Exercise details » If a line in the data contains "Avenue", copy it out.

Saved entries »

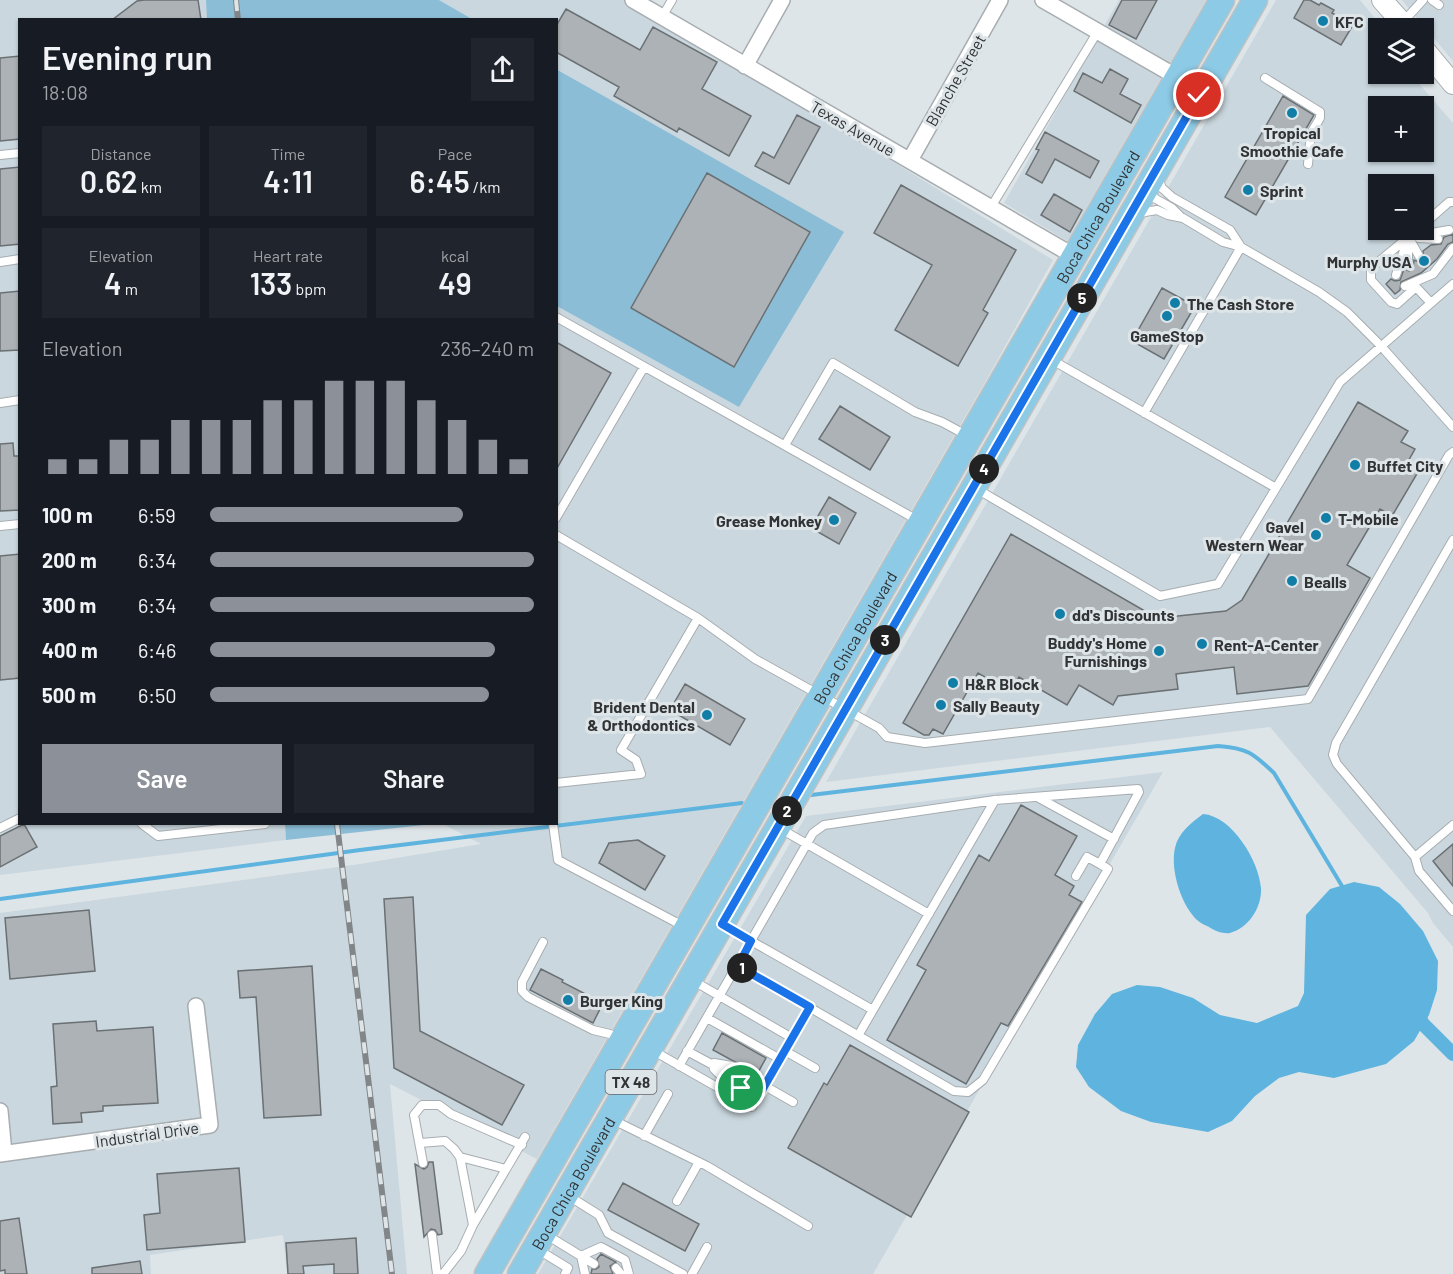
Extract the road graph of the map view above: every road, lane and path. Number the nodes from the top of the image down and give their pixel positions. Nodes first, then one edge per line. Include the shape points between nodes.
1 (633, 0) edge
2 (672, 0) edge
3 (782, 0) edge
4 (1000, 0) edge
5 (1043, 0) edge
6 (1222, 0) edge
7 (1255, 0) edge
8 (1383, 0) edge
9 (1423, 0) edge
10 (662, 17) junction
11 (1398, 18) edge
12 (1410, 18) edge
13 (1098, 31) junction
14 (1434, 59) edge
15 (746, 66) junction
16 (1449, 75) edge
17 (1177, 77) junction
18 (1265, 78) dead end
19 (18, 153) edge
20 (0, 155) edge
21 (909, 160) junction
22 (1308, 164) dead end
23 (1149, 181) junction
24 (1453, 202) edge
25 (991, 207) junction
26 (1434, 215) edge
27 (1183, 218) junction
28 (1122, 228) junction
29 (1449, 230) dead end
30 (1434, 233) edge
31 (1434, 239) edge
32 (1438, 239) dead end
33 (1405, 240) edge
34 (1408, 240) edge
35 (1409, 240) edge
36 (1411, 240) edge
37 (1240, 247) junction
38 (1451, 252) edge
39 (1074, 256) junction
40 (1419, 256) dead end
41 (18, 259) edge
42 (0, 261) edge
43 (1408, 265) dead end
44 (1430, 270) junction
45 (1396, 275) dead end
46 (1416, 276) dead end
47 (1453, 284) edge
48 (1405, 286) dead end
49 (1416, 287) junction
50 (1431, 303) junction
51 (558, 318) edge
52 (1381, 346) junction
53 (1048, 358) junction
54 (644, 367) junction
55 (18, 400) edge
56 (0, 403) edge
57 (1144, 413) junction
58 (1453, 427) edge
59 (969, 437) junction
60 (785, 445) junction
61 (1453, 452) edge
62 (973, 487) junction
63 (1276, 488) junction
64 (558, 515) edge
65 (921, 522) junction
66 (18, 524) edge
67 (0, 526) edge
68 (558, 537) edge
69 (1453, 540) edge
70 (698, 618) junction
71 (820, 695) junction
72 (845, 709) junction
73 (558, 783) edge
74 (1037, 797) junction
75 (995, 801) junction
76 (18, 819) edge
77 (143, 825) edge
78 (256, 825) edge
79 (553, 825) edge
80 (1453, 825) edge
81 (778, 827) junction
82 (0, 828) edge
83 (1114, 839) junction
84 (807, 844) junction
85 (1415, 857) junction
86 (1100, 864) junction
87 (1076, 876) dead end
88 (1453, 911) edge
89 (929, 914) junction
90 (722, 924) junction
91 (686, 928) junction
92 (751, 941) junction
93 (543, 942) dead end
94 (738, 966) junction
95 (690, 980) junction
96 (720, 996) junction
97 (196, 1006) dead end
98 (810, 1007) junction
99 (873, 1010) junction
100 (707, 1018) junction
101 (859, 1034) junction
102 (792, 1038) junction
103 (622, 1041) junction
104 (650, 1049) junction
105 (687, 1051) junction
106 (785, 1051) junction
107 (780, 1059) junction
108 (706, 1061) junction
109 (679, 1066) junction
110 (815, 1068) dead end
111 (763, 1089) junction
112 (668, 1094) dead end
113 (794, 1102) dead end
114 (0, 1111) edge
115 (610, 1119) junction
116 (644, 1136) junction
117 (420, 1143) junction
118 (2, 1154) edge
119 (460, 1157) junction
120 (699, 1162) junction
121 (423, 1163) dead end
122 (506, 1169) junction
123 (566, 1194) junction
124 (677, 1201) dead end
125 (473, 1225) junction
126 (808, 1226) dead end
127 (432, 1235) dead end
128 (539, 1241) junction
129 (707, 1247) dead end
130 (581, 1256) junction
131 (596, 1261) dead end
132 (566, 1271) edge
133 (588, 1273) edge
134 (437, 1274) edge
135 (443, 1274) edge
136 (487, 1274) edge
137 (520, 1274) edge
138 (628, 1274) edge
139 (683, 1274) edge
140 (692, 1274) edge

1 - 10 street, Texas Avenue
2 - 10 lane
3 - 15 street
4 - 21 street, Blanche Street
5 - 13 street
6 - 17 main road, Boca Chica Boulevard / TX 48
7 - 23 main road, Boca Chica Boulevard / TX 48
8 - 11 street
9 - 12 lane
10 - 15 street, Texas Avenue
13 - 17 street
13 - 25 lane
14 - 16 street
15 - 21 street, Texas Avenue
17 - 39 main road, Boca Chica Boulevard / TX 48
18 - 22 lane via 1320,111 1311,132
19 - 20 lane
21 - 25 street, Texas Avenue
23 - 27 lane
23 - 28 main road, Boca Chica Boulevard / TX 48
23 - 37 lane via 1230,230
24 - 26 lane
25 - 39 street, Texas Avenue
27 - 28 lane via 1157,210 1140,212
27 - 37 lane via 1223,242
28 - 53 main road, Boca Chica Boulevard / TX 48
29 - 30 lane
31 - 32 lane
33 - 49 lane via 1371,268 1371,280 1397,304
34 - 45 lane
35 - 43 lane
36 - 40 lane
37 - 52 lane via 1319,292 1347,312
37 - 57 lane
38 - 44 lane
39 - 59 main road, Boca Chica Boulevard / TX 48
41 - 42 lane
44 - 46 lane
44 - 48 lane
44 - 49 lane
47 - 50 lane
49 - 50 lane
50 - 52 lane
51 - 54 lane
52 - 58 lane
52 - 63 lane via 1340,382
53 - 57 lane
53 - 62 main road, Boca Chica Boulevard / TX 48
54 - 60 lane
54 - 64 lane
55 - 56 lane
57 - 63 lane
59 - 60 lane via 915,412 833,363
59 - 65 main road, Boca Chica Boulevard / TX 48
60 - 65 lane
61 - 72 lane via 1308,699 925,743 888,737
62 - 63 lane via 1160,596 1218,584
62 - 72 main road, Boca Chica Boulevard / TX 48
65 - 71 main road, Boca Chica Boulevard / TX 48
66 - 67 lane
68 - 70 lane
69 - 85 lane via 1333,754 1337,764
70 - 71 lane via 755,659
70 - 73 lane via 621,750 636,760 641,774
71 - 72 lane
71 - 91 main road, Boca Chica Boulevard / TX 48
72 - 81 main road, Boca Chica Boulevard / TX 48
74 - 75 lane
74 - 83 lane
74 - 83 lane via 1138,789
75 - 84 lane via 824,825
75 - 89 lane
76 - 82 lane
77 - 78 lane via 158,836
79 - 91 lane via 558,860
80 - 85 lane
81 - 84 lane
81 - 90 main road, Boca Chica Boulevard / TX 48
83 - 86 lane
84 - 89 lane
84 - 92 lane
85 - 88 lane via 1419,871
86 - 87 lane via 1087,857
86 - 101 lane via 1108,869 975,1089 954,1091
89 - 99 lane
90 - 92 lane
90 - 95 main road, Boca Chica Boulevard / TX 48
91 - 103 main road, Boca Chica Boulevard / TX 48
92 - 94 lane
92 - 99 lane
93 - 103 lane via 522,982 522,991 574,1021
94 - 96 lane
94 - 98 lane
95 - 96 lane
95 - 104 main road, Boca Chica Boulevard / TX 48
96 - 100 lane
96 - 102 lane
97 - 118 street, Industrial Drive via 210,1125
98 - 101 lane
98 - 102 lane
99 - 101 lane
100 - 105 lane
100 - 107 lane
102 - 106 lane
103 - 136 main road, Boca Chica Boulevard / TX 48
104 - 109 lane
104 - 115 main road, Boca Chica Boulevard / TX 48
105 - 108 lane
105 - 109 lane
106 - 107 lane
106 - 110 lane
107 - 111 lane
108 - 108 lane via 728,1073
109 - 111 lane via 752,1107
111 - 111 lane via 745,1082
111 - 113 lane
112 - 116 lane
114 - 118 street
115 - 116 lane
115 - 123 main road, Boca Chica Boulevard / TX 48
116 - 120 lane
117 - 119 lane via 445,1142
117 - 121 lane
117 - 122 lane via 414,1115 422,1105 439,1105 451,1114 524,1141
119 - 122 lane
119 - 125 lane
120 - 124 lane
120 - 126 lane
122 - 125 lane
123 - 128 main road, Boca Chica Boulevard / TX 48
123 - 139 lane via 599,1215 608,1233
125 - 135 lane via 461,1251
127 - 134 lane
128 - 130 lane
128 - 132 lane
128 - 137 main road, Boca Chica Boulevard / TX 48
129 - 140 lane
130 - 131 lane
130 - 133 lane
130 - 138 lane via 601,1246 625,1260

Answer section »
1 - 10 street, Texas Avenue
10 - 15 street, Texas Avenue
15 - 21 street, Texas Avenue
21 - 25 street, Texas Avenue
25 - 39 street, Texas Avenue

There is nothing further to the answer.